What is needed
Exclude the pictures from your copy, and reproduce each entry below verbatim.

Information shown

• • • •

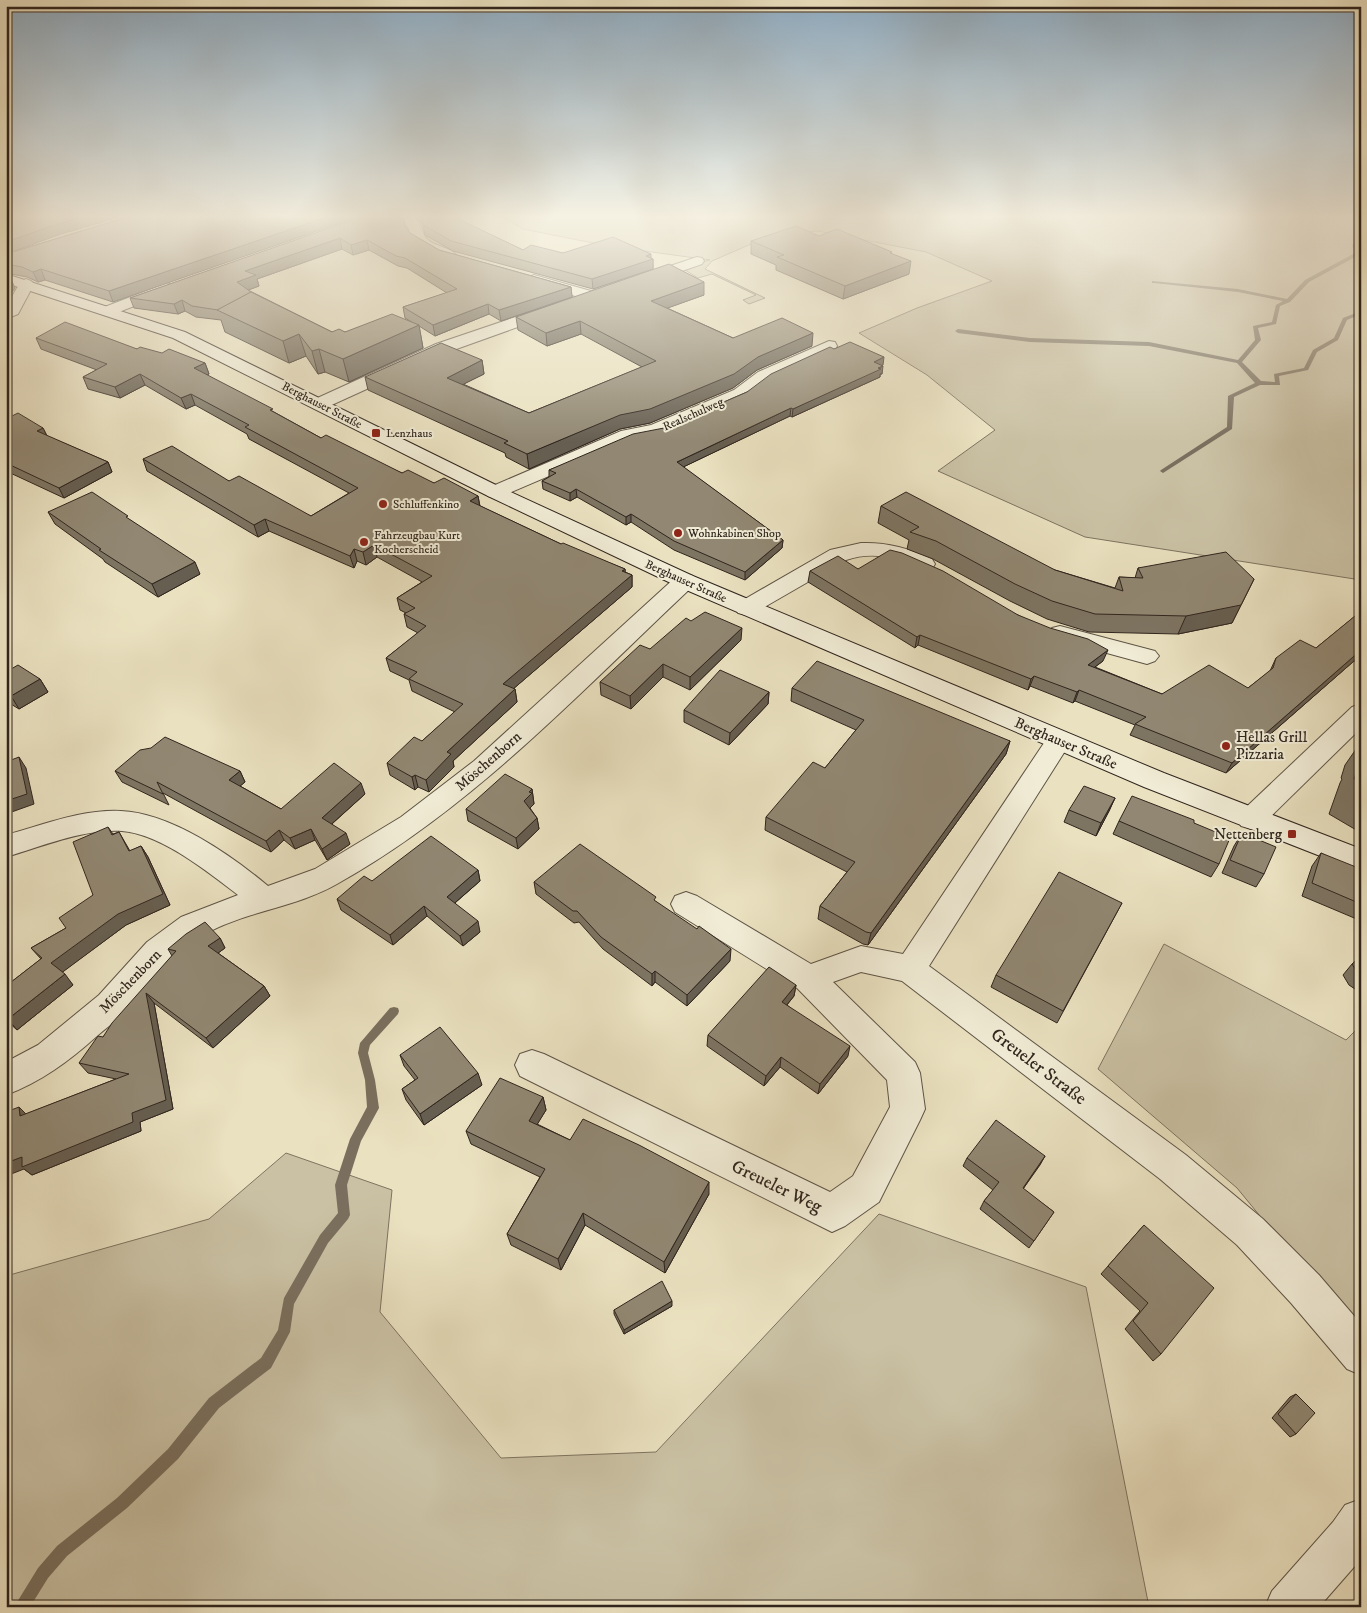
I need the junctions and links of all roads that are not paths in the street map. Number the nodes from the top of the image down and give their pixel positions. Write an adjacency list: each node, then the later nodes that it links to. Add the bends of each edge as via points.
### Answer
1 (22, 291): 8 (street, via 12,311)
2 (48, 291): 7 (street, Berghauser Straße)
3 (161, 291): 7 (street)
4 (575, 291): 6 (street)
5 (606, 291): 6 (street)
6 (593, 296): 10 (street, via 442,348)
7 (108, 311): 10 (street, Berghauser Straße, via 179,335)
8 (6, 314)
9 (829, 346): 11 (street, Realschulweg, via 764,376 740,394 656,430 628,435)
10 (319, 404): 11 (street, Berghauser Straße)
11 (496, 492): 13 (street, Berghauser Straße)
12 (944, 574): 14 (street, Berghauser Straße, via 895,551 872,548 850,551)
13 (685, 582): 14 (street, Berghauser Straße); 22 (street, Möschenborn, via 483,768 411,824 325,877)
14 (746, 608): 18 (street, Berghauser Straße)
15 (1040, 625): 16 (street, via 1069,637)
16 (1147, 656)
17 (1361, 713): 19 (street)
18 (1059, 740): 19 (street, Berghauser Straße); 24 (street)
19 (1252, 819): 21 (street, Berghauser Straße)
20 (6, 846): 22 (street, via 97,822 141,823 190,848)
21 (1361, 861)
22 (264, 900): 27 (street, Möschenborn, via 192,926 158,951 110,1005 50,1056)
23 (686, 904): 25 (street, Greueler Weg)
24 (910, 969): 25 (street, via 861,959); 28 (street, Greueler Straße, via 1173,1166 1250,1232 1305,1289)
25 (808, 978): 26 (street, Greueler Weg, via 903,1073 908,1109 866,1189 832,1213)
26 (532, 1065)
27 (6, 1080)
28 (1361, 1355)
29 (1361, 1521): 30 (street)
30 (1288, 1607)

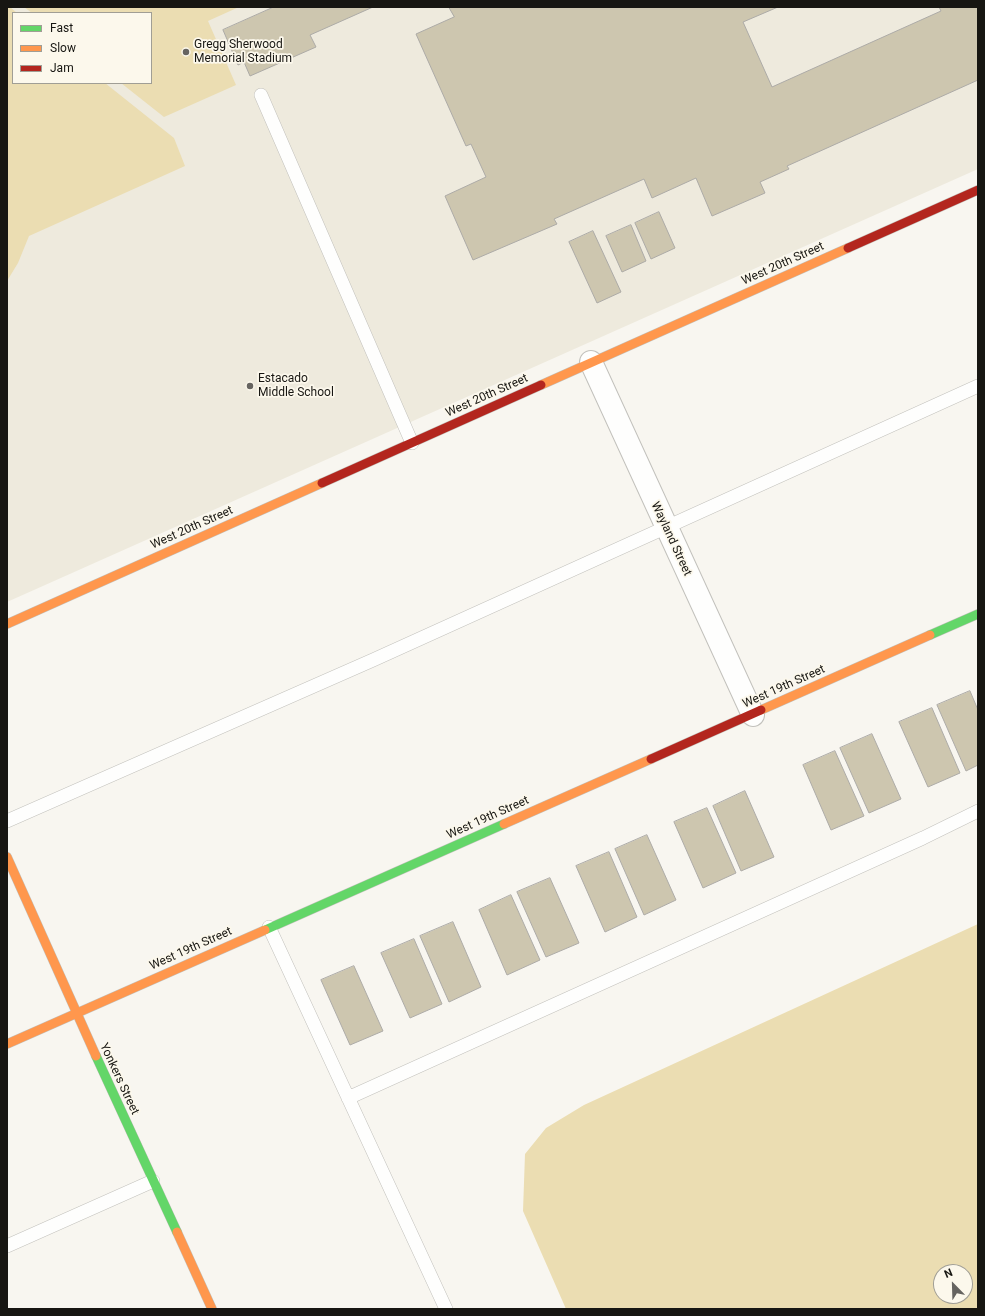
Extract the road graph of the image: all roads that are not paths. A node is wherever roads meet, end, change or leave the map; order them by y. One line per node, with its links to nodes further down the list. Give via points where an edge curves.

• • • •

Result of this task
I need the junctions and links of all roads that are not paths in the street map. Number the nodes from the top of the image down and give their pixel positions. Write an adjacency list: each node, then the later nodes that it links to. Add the bends of each edge as via points.
### Answer
1 (22, 291): 8 (street, via 12,311)
2 (48, 291): 7 (street, Berghauser Straße)
3 (161, 291): 7 (street)
4 (575, 291): 6 (street)
5 (606, 291): 6 (street)
6 (593, 296): 10 (street, via 442,348)
7 (108, 311): 10 (street, Berghauser Straße, via 179,335)
8 (6, 314)
9 (829, 346): 11 (street, Realschulweg, via 764,376 740,394 656,430 628,435)
10 (319, 404): 11 (street, Berghauser Straße)
11 (496, 492): 13 (street, Berghauser Straße)
12 (944, 574): 14 (street, Berghauser Straße, via 895,551 872,548 850,551)
13 (685, 582): 14 (street, Berghauser Straße); 22 (street, Möschenborn, via 483,768 411,824 325,877)
14 (746, 608): 18 (street, Berghauser Straße)
15 (1040, 625): 16 (street, via 1069,637)
16 (1147, 656)
17 (1361, 713): 19 (street)
18 (1059, 740): 19 (street, Berghauser Straße); 24 (street)
19 (1252, 819): 21 (street, Berghauser Straße)
20 (6, 846): 22 (street, via 97,822 141,823 190,848)
21 (1361, 861)
22 (264, 900): 27 (street, Möschenborn, via 192,926 158,951 110,1005 50,1056)
23 (686, 904): 25 (street, Greueler Weg)
24 (910, 969): 25 (street, via 861,959); 28 (street, Greueler Straße, via 1173,1166 1250,1232 1305,1289)
25 (808, 978): 26 (street, Greueler Weg, via 903,1073 908,1109 866,1189 832,1213)
26 (532, 1065)
27 (6, 1080)
28 (1361, 1355)
29 (1361, 1521): 30 (street)
30 (1288, 1607)

Extract the road graph of the image: all roads that are not paths. A node is wherever roads meet, end, change or leave the map; order them by y. One line per node, with its links to nodes further down the list. Give via points where an edge curves.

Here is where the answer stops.